1824 - 1914
At the Opera

Oil on panel
Image size: 10 x 7 3/4 inches (25 x 19.5 cm)
Gilt frame

Provenance:
Doyle, New York, 9 November 1994, Lot 41

The Artist

George Elgar Hicks was one of England’s best known painters of genre pictures, portraits and scenes of contemporary life in the Victorian period. He was initially destined for a career in medicine, but showing considerable ability in drawing and sketching from quite a young age he persuaded his family to let him study to be a painter. He entered the Royal Academy Schools in 1844 and by 1848 he began a long and illustrious career exhibiting at the Academy but also at the British Institution and at the Society (later Royal Society) of British Artists in Suffolk Street.

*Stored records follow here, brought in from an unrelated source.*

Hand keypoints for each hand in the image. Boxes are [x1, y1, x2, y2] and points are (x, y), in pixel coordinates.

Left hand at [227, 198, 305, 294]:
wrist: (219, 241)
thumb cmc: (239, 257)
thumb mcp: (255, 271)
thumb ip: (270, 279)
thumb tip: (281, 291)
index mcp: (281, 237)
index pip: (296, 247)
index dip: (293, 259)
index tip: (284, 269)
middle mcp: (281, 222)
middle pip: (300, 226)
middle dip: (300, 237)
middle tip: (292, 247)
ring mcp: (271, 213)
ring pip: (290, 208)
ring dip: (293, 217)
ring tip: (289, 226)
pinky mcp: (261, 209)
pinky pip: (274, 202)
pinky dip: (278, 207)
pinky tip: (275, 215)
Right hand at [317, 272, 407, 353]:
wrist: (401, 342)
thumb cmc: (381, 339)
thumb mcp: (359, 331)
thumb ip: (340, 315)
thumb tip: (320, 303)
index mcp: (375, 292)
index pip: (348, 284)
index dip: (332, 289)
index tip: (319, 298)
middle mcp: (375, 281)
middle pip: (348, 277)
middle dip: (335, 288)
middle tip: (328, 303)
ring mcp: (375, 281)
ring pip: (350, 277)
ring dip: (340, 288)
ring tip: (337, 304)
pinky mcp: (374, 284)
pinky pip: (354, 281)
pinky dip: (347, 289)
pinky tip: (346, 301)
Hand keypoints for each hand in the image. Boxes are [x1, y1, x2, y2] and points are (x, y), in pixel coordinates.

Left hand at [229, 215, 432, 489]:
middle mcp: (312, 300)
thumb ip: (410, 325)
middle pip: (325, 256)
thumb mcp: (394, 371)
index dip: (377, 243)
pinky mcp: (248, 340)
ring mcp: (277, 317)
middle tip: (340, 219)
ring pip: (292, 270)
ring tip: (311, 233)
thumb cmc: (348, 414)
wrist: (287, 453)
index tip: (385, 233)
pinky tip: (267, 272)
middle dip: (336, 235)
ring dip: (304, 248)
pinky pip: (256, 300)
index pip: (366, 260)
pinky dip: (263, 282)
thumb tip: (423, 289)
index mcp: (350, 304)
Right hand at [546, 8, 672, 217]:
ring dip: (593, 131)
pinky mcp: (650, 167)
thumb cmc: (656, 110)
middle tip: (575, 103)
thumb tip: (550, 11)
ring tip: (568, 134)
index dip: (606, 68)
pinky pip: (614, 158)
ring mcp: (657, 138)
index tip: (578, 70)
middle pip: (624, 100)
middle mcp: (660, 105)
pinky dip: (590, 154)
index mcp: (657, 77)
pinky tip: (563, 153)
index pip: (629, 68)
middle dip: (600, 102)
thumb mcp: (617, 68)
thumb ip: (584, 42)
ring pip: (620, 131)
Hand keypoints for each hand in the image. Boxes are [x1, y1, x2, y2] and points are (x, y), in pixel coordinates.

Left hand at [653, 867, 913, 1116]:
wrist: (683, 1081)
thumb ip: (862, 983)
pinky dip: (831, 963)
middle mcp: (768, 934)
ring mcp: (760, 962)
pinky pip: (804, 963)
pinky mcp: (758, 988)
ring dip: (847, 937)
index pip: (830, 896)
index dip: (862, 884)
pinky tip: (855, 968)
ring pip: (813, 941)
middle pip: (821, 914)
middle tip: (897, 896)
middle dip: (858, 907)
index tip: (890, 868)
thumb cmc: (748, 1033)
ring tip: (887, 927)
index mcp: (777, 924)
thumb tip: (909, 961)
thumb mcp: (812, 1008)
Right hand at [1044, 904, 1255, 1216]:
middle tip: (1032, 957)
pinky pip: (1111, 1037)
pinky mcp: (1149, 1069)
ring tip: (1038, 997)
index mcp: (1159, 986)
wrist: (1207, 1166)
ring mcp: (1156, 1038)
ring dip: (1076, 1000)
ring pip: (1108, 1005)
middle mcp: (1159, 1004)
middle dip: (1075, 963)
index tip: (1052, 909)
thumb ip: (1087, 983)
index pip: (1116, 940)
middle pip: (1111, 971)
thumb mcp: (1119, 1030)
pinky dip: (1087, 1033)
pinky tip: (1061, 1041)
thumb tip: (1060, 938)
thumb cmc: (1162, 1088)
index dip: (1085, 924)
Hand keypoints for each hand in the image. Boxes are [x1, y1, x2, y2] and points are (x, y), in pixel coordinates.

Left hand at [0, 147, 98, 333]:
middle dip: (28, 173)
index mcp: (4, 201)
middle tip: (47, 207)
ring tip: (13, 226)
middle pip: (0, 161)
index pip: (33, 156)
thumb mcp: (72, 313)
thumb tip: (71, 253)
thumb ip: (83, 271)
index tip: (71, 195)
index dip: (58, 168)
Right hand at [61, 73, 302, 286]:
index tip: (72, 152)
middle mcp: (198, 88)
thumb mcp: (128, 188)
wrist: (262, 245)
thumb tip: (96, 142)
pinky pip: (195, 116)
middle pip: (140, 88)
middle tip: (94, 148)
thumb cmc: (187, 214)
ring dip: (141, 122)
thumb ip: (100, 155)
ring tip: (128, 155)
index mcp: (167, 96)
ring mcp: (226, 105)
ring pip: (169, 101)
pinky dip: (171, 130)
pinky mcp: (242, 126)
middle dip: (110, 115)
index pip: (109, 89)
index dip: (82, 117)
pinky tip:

He was elected member of the latter society in 1889.

In some ways he was a typical Victorian artist, showing competently composed, if slightly sentimentalized figures going about their business with a hint of a moral message in the picture. Similarly, especially latterly, he showed a good number of highly professional portraits, which formed the backbone of his livelihood. However, in the late 1850s and through the 1860s he became considerably more ambitious in his reach and produced a series of very remarkable multi-figured scenes of contemporary life of the day, on which his reputation will surely always rest.

The Post Office (1860), Billingsgate (1862) and Changing Homes (1862) are among the best known examples of these panoramas. And with these he can well stand comparison with that accepted master-painter of the Victorian Scene, William Powell Frith.